▶ _Work task_
Without any change, set down every record below.

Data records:
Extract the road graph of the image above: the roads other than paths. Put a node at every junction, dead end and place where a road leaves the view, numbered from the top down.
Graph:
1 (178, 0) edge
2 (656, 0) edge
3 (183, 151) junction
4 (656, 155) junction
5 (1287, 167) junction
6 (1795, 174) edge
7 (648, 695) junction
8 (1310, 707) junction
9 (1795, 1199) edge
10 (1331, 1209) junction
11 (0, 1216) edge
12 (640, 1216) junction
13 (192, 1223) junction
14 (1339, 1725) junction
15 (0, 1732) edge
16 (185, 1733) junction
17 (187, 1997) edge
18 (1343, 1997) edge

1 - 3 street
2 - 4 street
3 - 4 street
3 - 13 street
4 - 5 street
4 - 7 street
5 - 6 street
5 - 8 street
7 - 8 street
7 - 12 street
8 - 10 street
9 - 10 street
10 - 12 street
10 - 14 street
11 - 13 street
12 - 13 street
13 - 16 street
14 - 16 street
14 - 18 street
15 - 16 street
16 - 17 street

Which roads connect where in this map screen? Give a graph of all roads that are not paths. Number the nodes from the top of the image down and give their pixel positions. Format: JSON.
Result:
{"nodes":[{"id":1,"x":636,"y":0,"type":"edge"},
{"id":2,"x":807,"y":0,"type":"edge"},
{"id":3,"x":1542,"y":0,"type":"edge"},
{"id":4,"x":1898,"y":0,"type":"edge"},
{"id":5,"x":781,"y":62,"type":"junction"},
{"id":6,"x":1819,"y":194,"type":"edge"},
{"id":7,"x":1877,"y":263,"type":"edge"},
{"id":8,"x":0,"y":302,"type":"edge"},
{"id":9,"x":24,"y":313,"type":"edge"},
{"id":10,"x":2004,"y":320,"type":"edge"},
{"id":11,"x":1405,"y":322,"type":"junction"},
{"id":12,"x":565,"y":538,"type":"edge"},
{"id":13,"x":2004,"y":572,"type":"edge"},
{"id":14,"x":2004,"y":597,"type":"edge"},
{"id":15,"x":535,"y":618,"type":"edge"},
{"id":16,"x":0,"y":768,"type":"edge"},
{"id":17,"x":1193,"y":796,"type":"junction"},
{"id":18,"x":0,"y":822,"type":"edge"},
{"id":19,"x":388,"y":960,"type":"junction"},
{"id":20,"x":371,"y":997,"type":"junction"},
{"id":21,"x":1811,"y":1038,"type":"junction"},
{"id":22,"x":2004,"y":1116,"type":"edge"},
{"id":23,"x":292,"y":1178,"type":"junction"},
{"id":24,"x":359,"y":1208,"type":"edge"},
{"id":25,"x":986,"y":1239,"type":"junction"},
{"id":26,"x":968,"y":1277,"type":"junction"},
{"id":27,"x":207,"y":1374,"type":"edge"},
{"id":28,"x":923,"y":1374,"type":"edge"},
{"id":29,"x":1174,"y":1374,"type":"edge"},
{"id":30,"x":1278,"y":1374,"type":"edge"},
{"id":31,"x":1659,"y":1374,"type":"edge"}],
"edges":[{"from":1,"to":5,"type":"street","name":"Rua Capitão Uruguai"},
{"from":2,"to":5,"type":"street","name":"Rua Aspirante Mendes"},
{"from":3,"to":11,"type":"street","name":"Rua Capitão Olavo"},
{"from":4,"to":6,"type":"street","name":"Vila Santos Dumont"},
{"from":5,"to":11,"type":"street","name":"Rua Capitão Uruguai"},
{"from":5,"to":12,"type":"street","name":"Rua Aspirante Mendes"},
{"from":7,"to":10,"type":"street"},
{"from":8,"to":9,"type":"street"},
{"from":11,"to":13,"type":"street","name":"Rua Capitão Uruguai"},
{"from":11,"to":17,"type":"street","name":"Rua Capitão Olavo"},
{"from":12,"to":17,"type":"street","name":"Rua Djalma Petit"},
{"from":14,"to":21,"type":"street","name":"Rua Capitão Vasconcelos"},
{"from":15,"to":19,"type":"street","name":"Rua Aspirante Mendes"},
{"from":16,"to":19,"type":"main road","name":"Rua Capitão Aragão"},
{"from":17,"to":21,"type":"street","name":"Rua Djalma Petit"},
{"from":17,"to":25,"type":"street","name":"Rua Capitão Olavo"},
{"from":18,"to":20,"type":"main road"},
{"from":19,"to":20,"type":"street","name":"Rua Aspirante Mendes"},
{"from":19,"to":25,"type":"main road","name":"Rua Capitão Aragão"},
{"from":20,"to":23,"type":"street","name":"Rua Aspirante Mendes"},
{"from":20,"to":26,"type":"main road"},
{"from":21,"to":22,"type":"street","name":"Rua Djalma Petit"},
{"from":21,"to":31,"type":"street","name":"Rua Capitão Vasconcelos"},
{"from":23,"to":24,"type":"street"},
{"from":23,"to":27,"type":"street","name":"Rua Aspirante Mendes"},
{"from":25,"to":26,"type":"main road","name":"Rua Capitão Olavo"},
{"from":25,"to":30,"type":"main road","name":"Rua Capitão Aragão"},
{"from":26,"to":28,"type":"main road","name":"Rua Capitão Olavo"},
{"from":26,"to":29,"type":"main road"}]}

▶ _Solution for this exercise_
Extract the road graph of the image above: the roads other than paths. Put a node at every junction, dead end and place where a road leaves the view, numbered from the top down.
Graph:
1 (178, 0) edge
2 (656, 0) edge
3 (183, 151) junction
4 (656, 155) junction
5 (1287, 167) junction
6 (1795, 174) edge
7 (648, 695) junction
8 (1310, 707) junction
9 (1795, 1199) edge
10 (1331, 1209) junction
11 (0, 1216) edge
12 (640, 1216) junction
13 (192, 1223) junction
14 (1339, 1725) junction
15 (0, 1732) edge
16 (185, 1733) junction
17 (187, 1997) edge
18 (1343, 1997) edge

1 - 3 street
2 - 4 street
3 - 4 street
3 - 13 street
4 - 5 street
4 - 7 street
5 - 6 street
5 - 8 street
7 - 8 street
7 - 12 street
8 - 10 street
9 - 10 street
10 - 12 street
10 - 14 street
11 - 13 street
12 - 13 street
13 - 16 street
14 - 16 street
14 - 18 street
15 - 16 street
16 - 17 street

Which roads connect where in this map screen? Give a graph of all roads that are not paths. Number the nodes from the top of the image down and give their pixel positions. Format: JSON.
Result:
{"nodes":[{"id":1,"x":636,"y":0,"type":"edge"},
{"id":2,"x":807,"y":0,"type":"edge"},
{"id":3,"x":1542,"y":0,"type":"edge"},
{"id":4,"x":1898,"y":0,"type":"edge"},
{"id":5,"x":781,"y":62,"type":"junction"},
{"id":6,"x":1819,"y":194,"type":"edge"},
{"id":7,"x":1877,"y":263,"type":"edge"},
{"id":8,"x":0,"y":302,"type":"edge"},
{"id":9,"x":24,"y":313,"type":"edge"},
{"id":10,"x":2004,"y":320,"type":"edge"},
{"id":11,"x":1405,"y":322,"type":"junction"},
{"id":12,"x":565,"y":538,"type":"edge"},
{"id":13,"x":2004,"y":572,"type":"edge"},
{"id":14,"x":2004,"y":597,"type":"edge"},
{"id":15,"x":535,"y":618,"type":"edge"},
{"id":16,"x":0,"y":768,"type":"edge"},
{"id":17,"x":1193,"y":796,"type":"junction"},
{"id":18,"x":0,"y":822,"type":"edge"},
{"id":19,"x":388,"y":960,"type":"junction"},
{"id":20,"x":371,"y":997,"type":"junction"},
{"id":21,"x":1811,"y":1038,"type":"junction"},
{"id":22,"x":2004,"y":1116,"type":"edge"},
{"id":23,"x":292,"y":1178,"type":"junction"},
{"id":24,"x":359,"y":1208,"type":"edge"},
{"id":25,"x":986,"y":1239,"type":"junction"},
{"id":26,"x":968,"y":1277,"type":"junction"},
{"id":27,"x":207,"y":1374,"type":"edge"},
{"id":28,"x":923,"y":1374,"type":"edge"},
{"id":29,"x":1174,"y":1374,"type":"edge"},
{"id":30,"x":1278,"y":1374,"type":"edge"},
{"id":31,"x":1659,"y":1374,"type":"edge"}],
"edges":[{"from":1,"to":5,"type":"street","name":"Rua Capitão Uruguai"},
{"from":2,"to":5,"type":"street","name":"Rua Aspirante Mendes"},
{"from":3,"to":11,"type":"street","name":"Rua Capitão Olavo"},
{"from":4,"to":6,"type":"street","name":"Vila Santos Dumont"},
{"from":5,"to":11,"type":"street","name":"Rua Capitão Uruguai"},
{"from":5,"to":12,"type":"street","name":"Rua Aspirante Mendes"},
{"from":7,"to":10,"type":"street"},
{"from":8,"to":9,"type":"street"},
{"from":11,"to":13,"type":"street","name":"Rua Capitão Uruguai"},
{"from":11,"to":17,"type":"street","name":"Rua Capitão Olavo"},
{"from":12,"to":17,"type":"street","name":"Rua Djalma Petit"},
{"from":14,"to":21,"type":"street","name":"Rua Capitão Vasconcelos"},
{"from":15,"to":19,"type":"street","name":"Rua Aspirante Mendes"},
{"from":16,"to":19,"type":"main road","name":"Rua Capitão Aragão"},
{"from":17,"to":21,"type":"street","name":"Rua Djalma Petit"},
{"from":17,"to":25,"type":"street","name":"Rua Capitão Olavo"},
{"from":18,"to":20,"type":"main road"},
{"from":19,"to":20,"type":"street","name":"Rua Aspirante Mendes"},
{"from":19,"to":25,"type":"main road","name":"Rua Capitão Aragão"},
{"from":20,"to":23,"type":"street","name":"Rua Aspirante Mendes"},
{"from":20,"to":26,"type":"main road"},
{"from":21,"to":22,"type":"street","name":"Rua Djalma Petit"},
{"from":21,"to":31,"type":"street","name":"Rua Capitão Vasconcelos"},
{"from":23,"to":24,"type":"street"},
{"from":23,"to":27,"type":"street","name":"Rua Aspirante Mendes"},
{"from":25,"to":26,"type":"main road","name":"Rua Capitão Olavo"},
{"from":25,"to":30,"type":"main road","name":"Rua Capitão Aragão"},
{"from":26,"to":28,"type":"main road","name":"Rua Capitão Olavo"},
{"from":26,"to":29,"type":"main road"}]}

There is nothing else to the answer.